** Exercise aim **
Copy every line from the material below that holds "than".

======== Data extracts

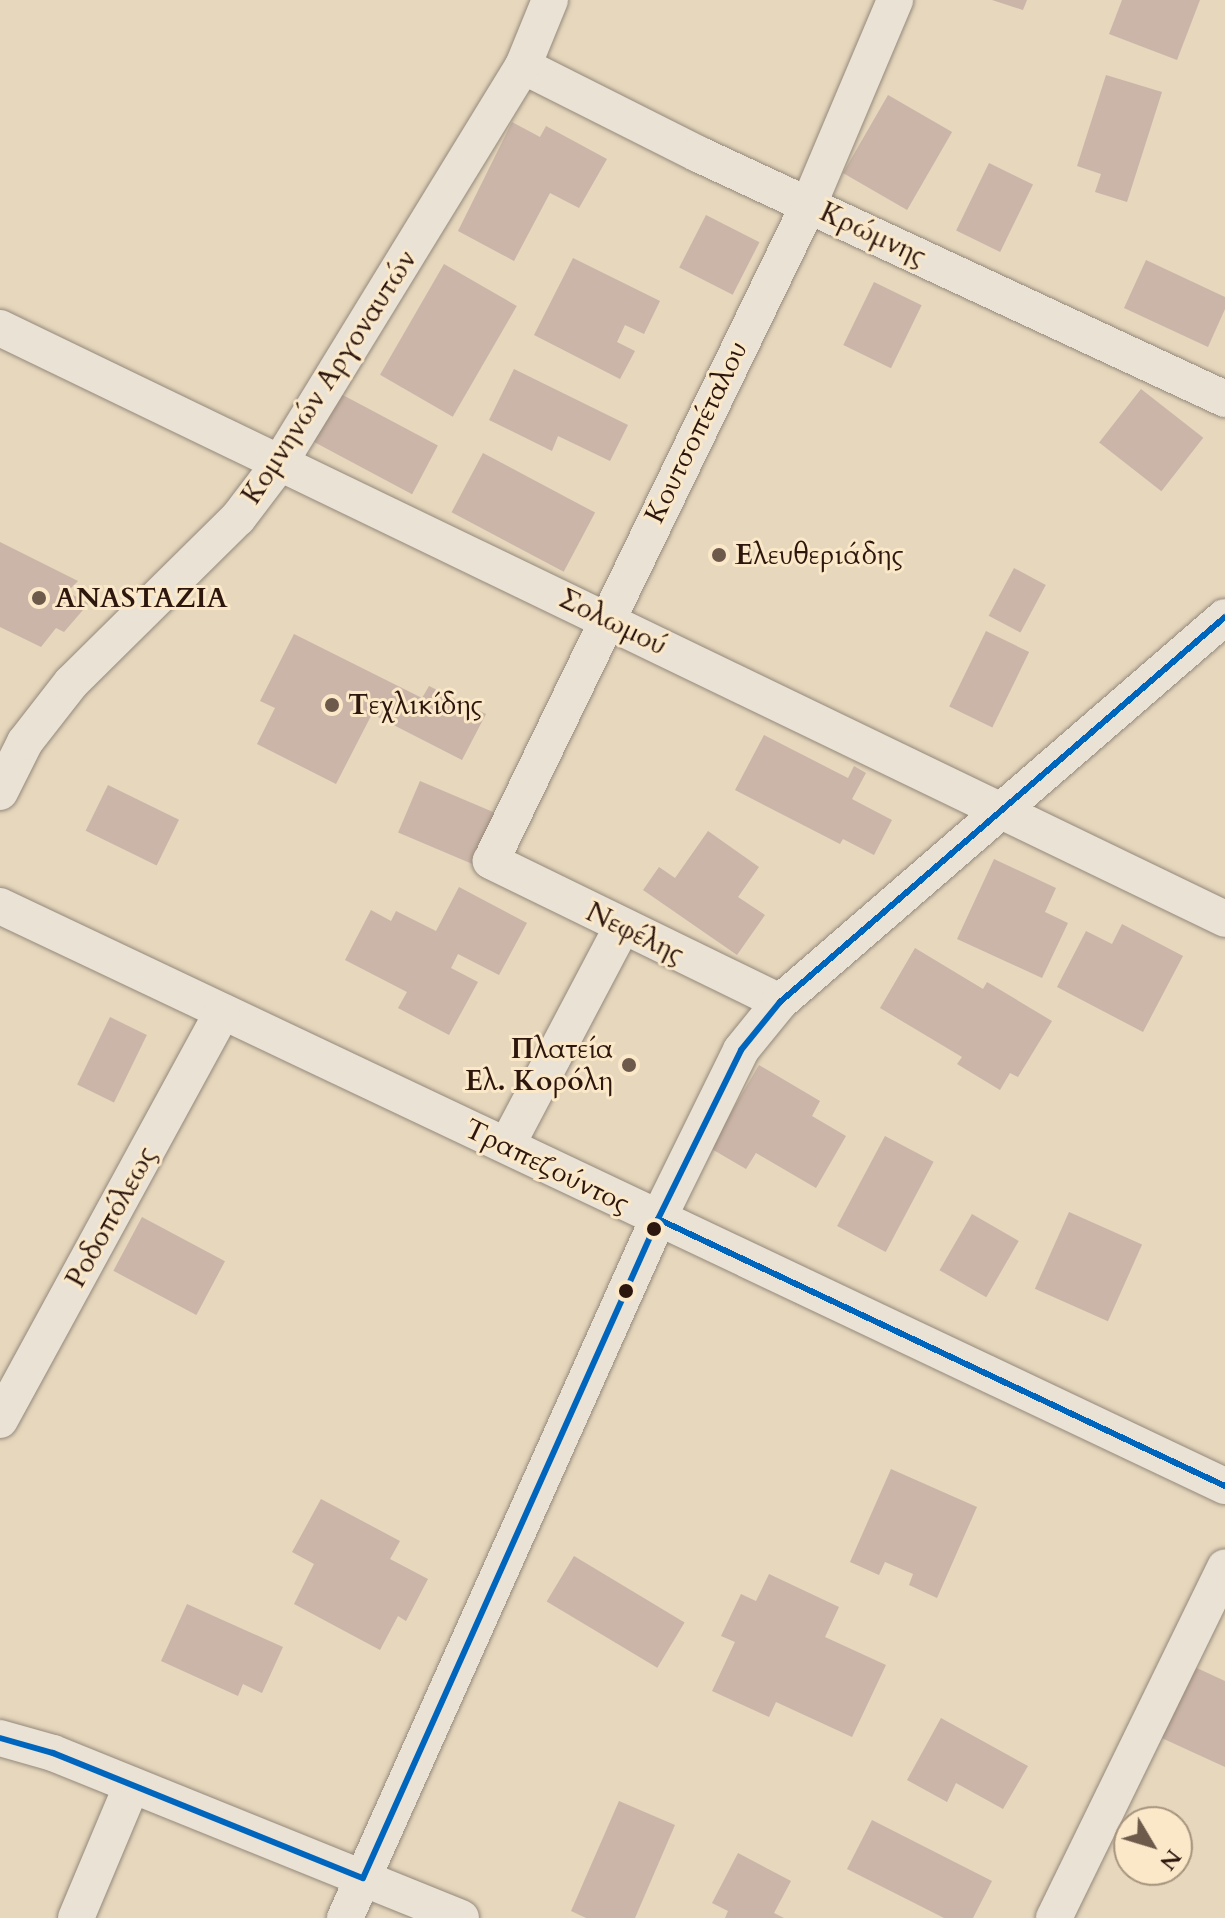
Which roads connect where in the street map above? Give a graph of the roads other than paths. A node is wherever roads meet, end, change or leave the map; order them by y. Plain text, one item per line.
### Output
1 (550, 0) edge
2 (895, 0) edge
3 (523, 66) junction
4 (809, 204) junction
5 (0, 328) edge
6 (1225, 399) edge
7 (279, 464) junction
8 (1225, 617) edge
9 (605, 618) junction
10 (13, 736) edge
11 (0, 792) edge
12 (1001, 810) junction
13 (491, 861) joint
14 (0, 906) edge
15 (1225, 919) edge
16 (622, 927) junction
17 (780, 1002) junction
18 (222, 1013) junction
19 (507, 1145) junction
20 (658, 1219) junction
21 (0, 1420) edge
22 (1225, 1486) edge
23 (1225, 1567) edge
24 (0, 1738) edge
25 (132, 1785) junction
26 (363, 1878) junction
27 (76, 1918) edge
28 (345, 1918) edge
29 (461, 1918) edge
30 (1054, 1918) edge

1 - 3 street, Κομνηνών Αργοναυτών
2 - 4 street, Κουτσοπέταλου
3 - 4 street, Κρώμνης
3 - 7 street, Κομνηνών Αργοναυτών
4 - 6 street, Κρώμνης
4 - 9 street, Κουτσοπέταλου
5 - 7 street, Σολωμού
7 - 9 street, Σολωμού
7 - 10 street, Κομνηνών Αργοναυτών
8 - 12 street
9 - 12 street, Σολωμού
9 - 13 street, Κουτσοπέταλου
10 - 11 street, Κομνηνών Αργοναυτών
12 - 15 street, Σολωμού
12 - 17 street
13 - 16 street, Νεφέλης
14 - 18 street, Τραπεζούντος
16 - 17 street, Νεφέλης
16 - 19 street
17 - 20 street
18 - 19 street, Τραπεζούντος
18 - 21 street, Ροδοπόλεως
19 - 20 street, Τραπεζούντος
20 - 22 street, Τραπεζούντος
20 - 26 street
23 - 30 street
24 - 25 street
25 - 26 street
25 - 27 street
26 - 28 street
26 - 29 street

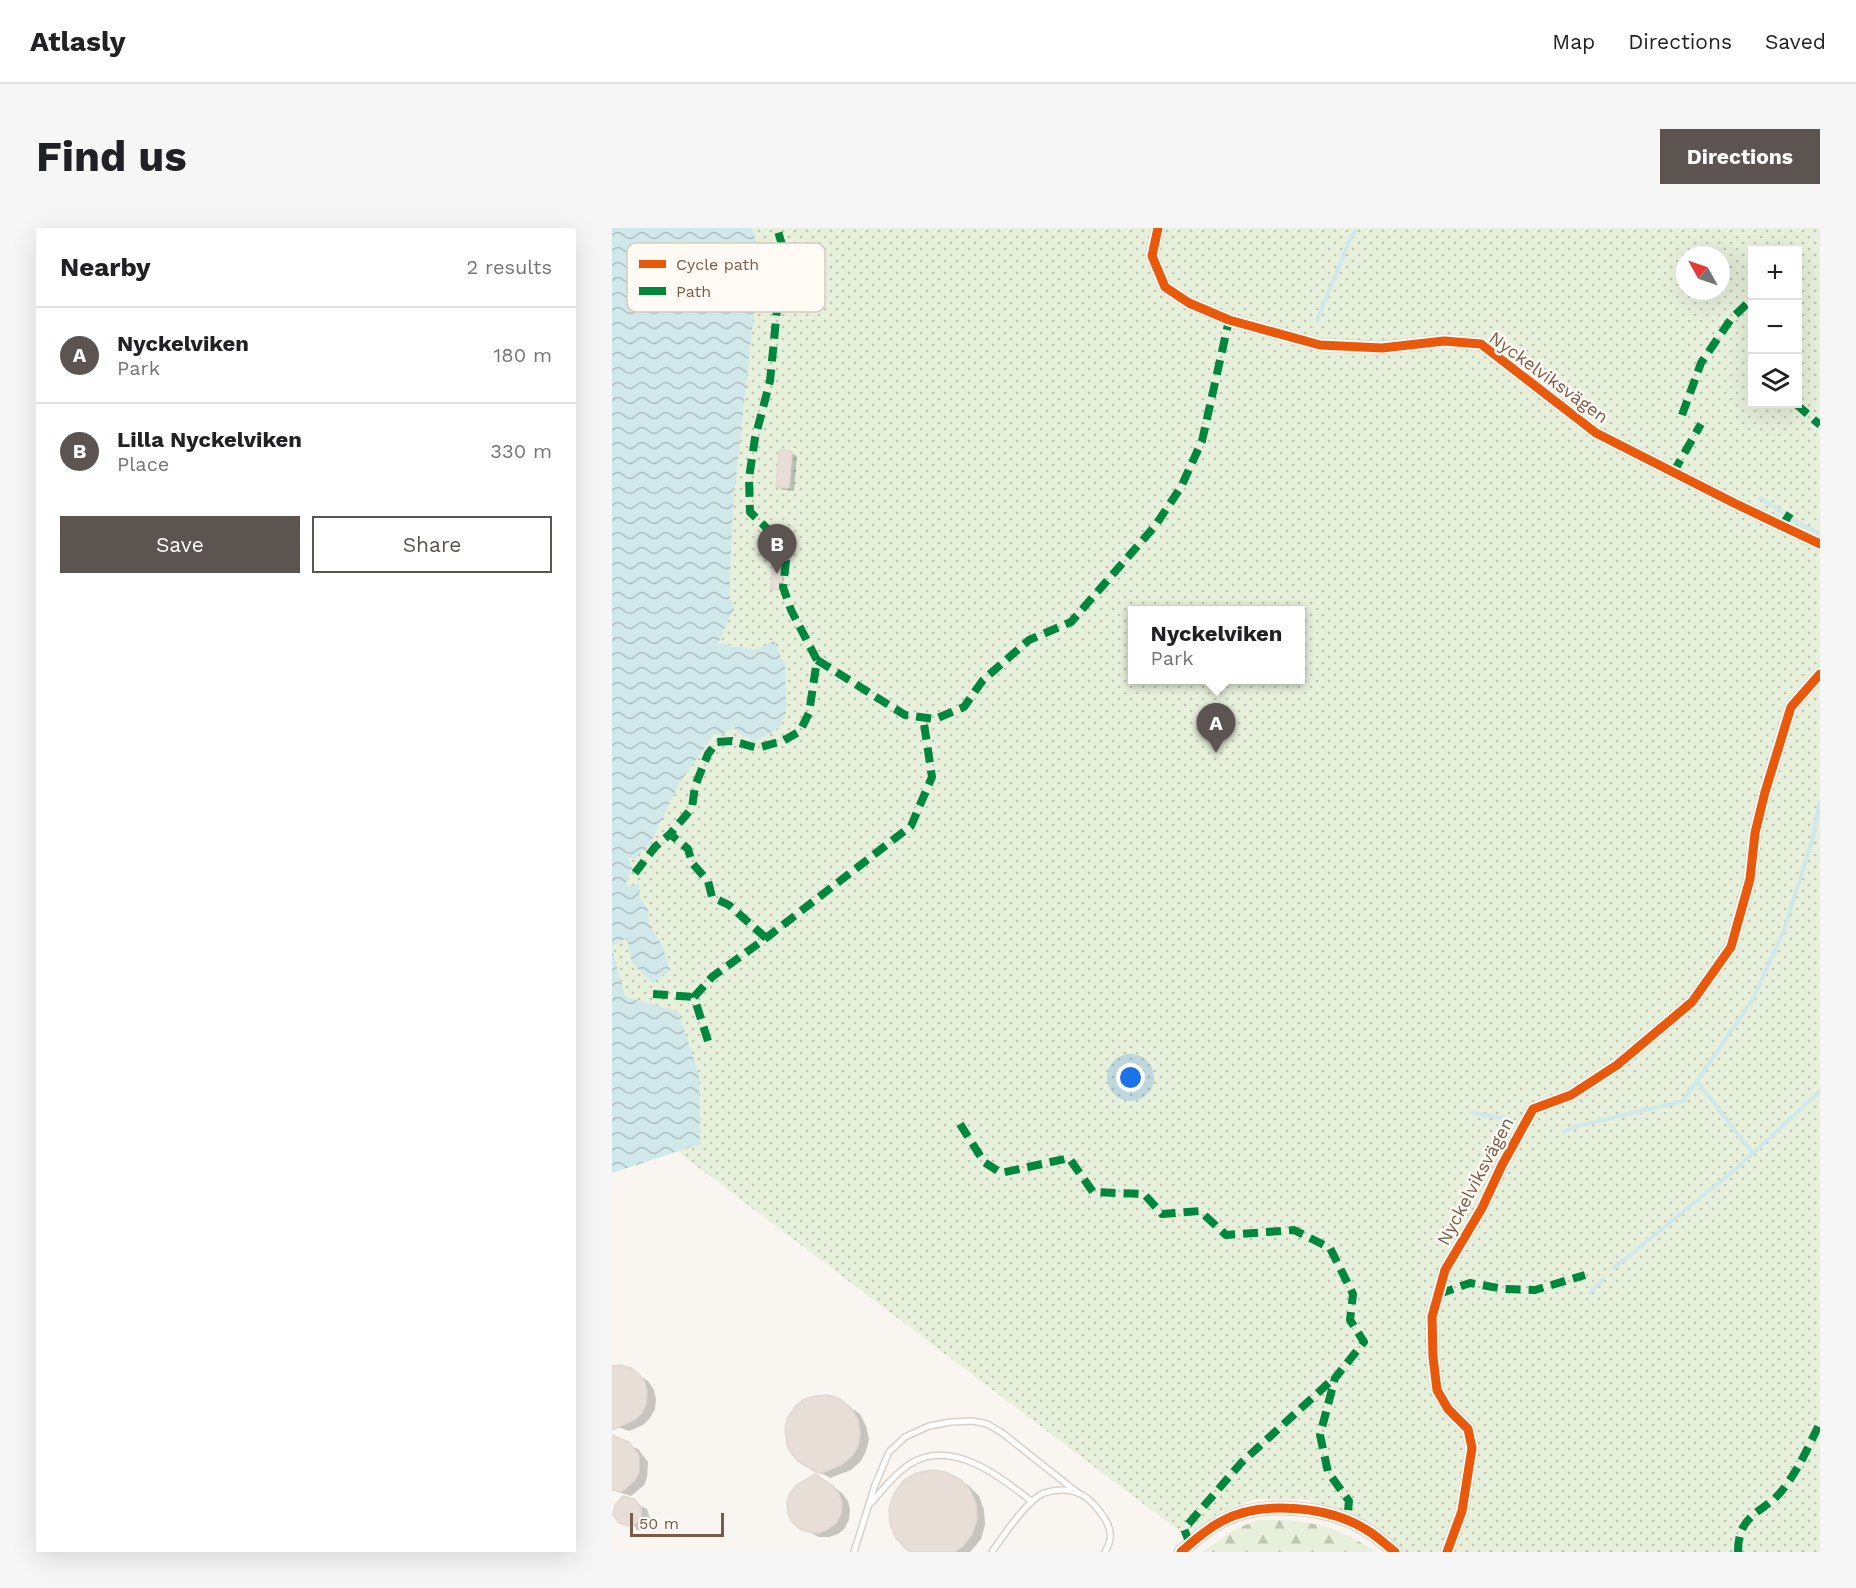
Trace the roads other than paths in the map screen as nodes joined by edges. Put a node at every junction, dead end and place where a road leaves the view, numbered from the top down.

================

** Exercise output **
Which roads connect where in the street map above? Give a graph of the roads other than paths. A node is wherever roads meet, end, change or leave the map; order them by y. Plain text, one item per line.
Trace the roads other than paths in the map screen as nodes joined by edges. Put a node at every junction, dead end and place where a road leaves the view, numbered from the top down.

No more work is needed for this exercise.